= Aim of the task =
Below is a listing. Set down exactly the lines from the one containing "index mcp: (684, 396)" through the one containing "middle mcp: (329, 272)", both ends included, and leave out the rest.

□ □ □ □

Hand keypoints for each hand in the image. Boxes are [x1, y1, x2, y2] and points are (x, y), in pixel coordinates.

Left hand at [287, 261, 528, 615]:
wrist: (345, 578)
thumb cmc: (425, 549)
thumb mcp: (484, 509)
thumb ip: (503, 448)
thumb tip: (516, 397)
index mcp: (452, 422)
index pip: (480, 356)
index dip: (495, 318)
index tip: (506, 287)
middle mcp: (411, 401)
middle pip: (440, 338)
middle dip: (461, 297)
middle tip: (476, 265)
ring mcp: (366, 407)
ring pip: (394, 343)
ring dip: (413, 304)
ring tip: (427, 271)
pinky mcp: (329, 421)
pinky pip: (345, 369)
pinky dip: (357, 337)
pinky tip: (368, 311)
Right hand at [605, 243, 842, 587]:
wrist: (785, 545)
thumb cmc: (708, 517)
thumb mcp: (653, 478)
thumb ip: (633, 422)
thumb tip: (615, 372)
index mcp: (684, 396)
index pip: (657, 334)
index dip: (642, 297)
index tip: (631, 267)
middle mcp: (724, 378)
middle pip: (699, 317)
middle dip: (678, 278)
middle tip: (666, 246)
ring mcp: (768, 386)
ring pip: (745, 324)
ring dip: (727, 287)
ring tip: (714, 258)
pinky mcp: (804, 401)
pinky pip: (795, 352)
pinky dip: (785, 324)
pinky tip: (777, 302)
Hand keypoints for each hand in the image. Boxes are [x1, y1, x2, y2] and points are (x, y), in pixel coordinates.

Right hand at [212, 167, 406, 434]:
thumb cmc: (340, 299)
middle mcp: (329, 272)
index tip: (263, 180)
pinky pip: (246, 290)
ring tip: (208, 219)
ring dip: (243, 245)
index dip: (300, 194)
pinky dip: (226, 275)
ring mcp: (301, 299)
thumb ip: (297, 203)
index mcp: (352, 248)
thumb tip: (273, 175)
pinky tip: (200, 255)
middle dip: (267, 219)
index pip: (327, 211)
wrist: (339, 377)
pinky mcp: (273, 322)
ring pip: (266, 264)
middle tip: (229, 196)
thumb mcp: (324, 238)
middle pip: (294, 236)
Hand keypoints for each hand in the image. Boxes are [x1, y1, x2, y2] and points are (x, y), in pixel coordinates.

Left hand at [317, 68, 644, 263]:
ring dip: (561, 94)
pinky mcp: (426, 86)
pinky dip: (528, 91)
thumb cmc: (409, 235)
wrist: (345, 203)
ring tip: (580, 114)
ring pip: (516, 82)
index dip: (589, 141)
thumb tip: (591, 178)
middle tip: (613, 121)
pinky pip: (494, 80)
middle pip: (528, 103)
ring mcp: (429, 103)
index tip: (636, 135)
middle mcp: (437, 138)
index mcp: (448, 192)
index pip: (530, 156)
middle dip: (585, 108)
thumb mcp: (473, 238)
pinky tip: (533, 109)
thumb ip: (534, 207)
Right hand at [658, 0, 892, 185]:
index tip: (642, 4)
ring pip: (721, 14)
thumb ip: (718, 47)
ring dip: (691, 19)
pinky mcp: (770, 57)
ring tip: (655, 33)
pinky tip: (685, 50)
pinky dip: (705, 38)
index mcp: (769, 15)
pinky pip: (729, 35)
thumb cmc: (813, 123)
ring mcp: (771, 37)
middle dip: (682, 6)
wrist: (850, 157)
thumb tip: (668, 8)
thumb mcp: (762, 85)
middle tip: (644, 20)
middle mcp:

□ □ □ □

= Task answer =
index mcp: (684, 396)
index pip: (657, 334)
index dip: (642, 297)
index tip: (631, 267)
middle mcp: (724, 378)
middle pip: (699, 317)
middle dip: (678, 278)
middle tip: (666, 246)
ring mcp: (768, 386)
ring pip: (745, 324)
ring dip: (727, 287)
ring tip: (714, 258)
pinky mcp: (804, 401)
pinky pip: (795, 352)
pinky dip: (785, 324)
pinky tip: (777, 302)
Hand keypoints for each hand in the image. Boxes are [x1, y1, x2, y2] and points are (x, y), in pixel coordinates.

Right hand at [212, 167, 406, 434]:
thumb cmc: (340, 299)
middle mcp: (329, 272)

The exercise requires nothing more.